Washington (États-Unis), 21 mai 2002 – Le représentant américain en charge des relations commerciales avec l’Europe a critiqué l’attitude de son homologue européen sur l’attribution par les États-Unis de subventions aux secteurs de l’agriculture et de l’acier, deux domaines qui menacent de provoquer une guerre commerciale entre les deux continents.

Robert Zoellick a défendu mardi la position de George Bush sur l’imposition de tarifs de douane supérieurs à 30 pour-cent sur les importations d’acier afin de protéger la métallurgie américaine. Il a également appuyé la décision prise la semaine dernière par le président américain d’augmenter largement les subventions accordées aux agriculteurs américains.

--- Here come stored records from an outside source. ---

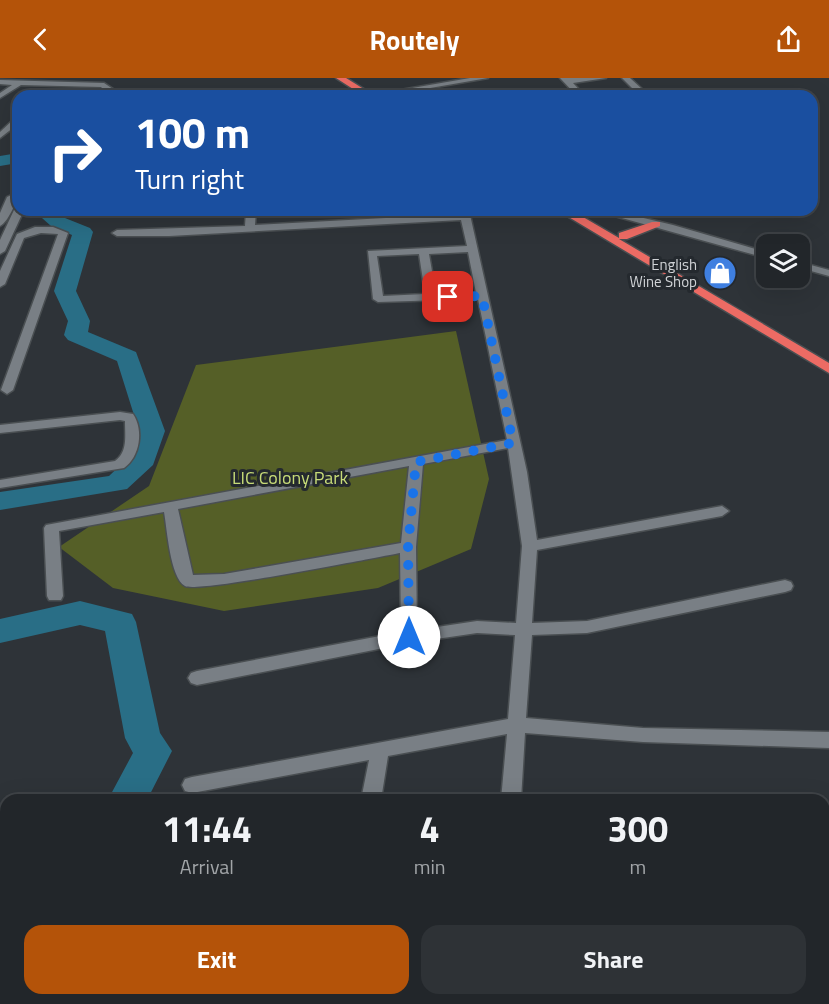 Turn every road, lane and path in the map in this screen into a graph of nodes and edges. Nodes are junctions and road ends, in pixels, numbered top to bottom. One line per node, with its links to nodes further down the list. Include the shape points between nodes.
1 (340, 78): 14 (highway)
2 (354, 78): 15 (highway)
3 (484, 78): 8 (street)
4 (602, 78): 6 (street)
5 (626, 78): 12 (street)
6 (567, 79)
7 (21, 80): 9 (street); 10 (street); 17 (street)
8 (448, 81): 16 (street)
9 (0, 82)
10 (59, 84): 11 (street); 13 (street)
11 (105, 88)
12 (638, 89)
13 (52, 90)
14 (360, 90)
15 (374, 90)
16 (406, 90)
17 (0, 96)
18 (12, 203): 26 (street)
19 (16, 216): 31 (street)
20 (251, 216): 28 (street)
21 (424, 216): 28 (street)
22 (465, 216): 32 (street)
23 (573, 216): 41 (highway)
24 (588, 216): 30 (highway)
25 (623, 216): 27 (street)
26 (1, 220)
27 (656, 224): 30 (highway); 34 (street)
28 (250, 229): 29 (street)
29 (117, 233)
30 (623, 236): 40 (highway)
31 (2, 244)
32 (471, 249): 33 (street); 38 (street)
33 (423, 250): 39 (street); 39 (street, via 372,253 378,299)
34 (756, 252)
35 (810, 268): 36 (street)
36 (829, 273)
37 (0, 284): 42 (street, via 20,236 33,231 63,233)
38 (482, 296): 39 (street); 44 (street)
39 (431, 297)
40 (829, 357)
41 (829, 369)
42 (8, 390)
43 (0, 429): 46 (street, via 120,416 131,421 131,453 118,465)
44 (513, 443): 45 (street); 49 (street)
45 (416, 462): 47 (street); 50 (street)
46 (0, 483)
47 (170, 506): 50 (street, via 182,568 190,582); 52 (street, via 51,528)
48 (722, 511): 49 (street)
49 (530, 546): 53 (street)
50 (408, 547): 54 (street)
51 (785, 586): 53 (street, via 587,627)
52 (55, 596)
53 (524, 629): 54 (street, via 477,627); 56 (street)
54 (409, 637): 55 (street)
55 (197, 678)
56 (517, 725): 57 (street, via 643,735); 58 (street); 61 (street)
57 (829, 740)
58 (380, 749): 59 (street); 60 (street)
59 (192, 785)
60 (372, 794)
61 (512, 794)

Citant des critiques européennes selon lesquelles ces décisions violent les principes de libre-échange de l’administration américaine, le représentant américain a estimé qu’il était désormais devenu à la mode pour les Européens d’accuser les Etats Unis de protectionnisme.

« Adopter un ton moralisateur est une pause, pas une politique » a déclaré M. Zoellick lors d’un forum économique mondiale à la Chambre de commerce des Etats Unis.

En réponse à ces critiques, le commissaire au commerce européen Pascal Lamy, qui participait à la conférence par liaison satellite, a estimé que seules des prétentions électoralistes en vue des élections au Congres américain en novembre pouvaient justifier l’imposition de tarifs de douanes et l’augmentation des subventions agricoles décidées par le président américain.

« Ces litiges ne découlent pas de la rationalité de l’économie, mais de l’irrationalité de la politique » a déclaré Pascal Lamy.

Selon le représentant européen, les aides accordées par l’administration Bush aux agriculteurs américains rendent plus difficile la politique européenne de réduction des subventions agricoles.

L’Union européenne a menacé d’imposer des sanctions financières de l’ordre de 345 millions de dollars (375,69 millions d’euros) sur les exportations américaines vers l’Europe à partir du mois prochain si le président américain n’offrait aucune compensation sur les tarifs de douanes élevés sur l’acier.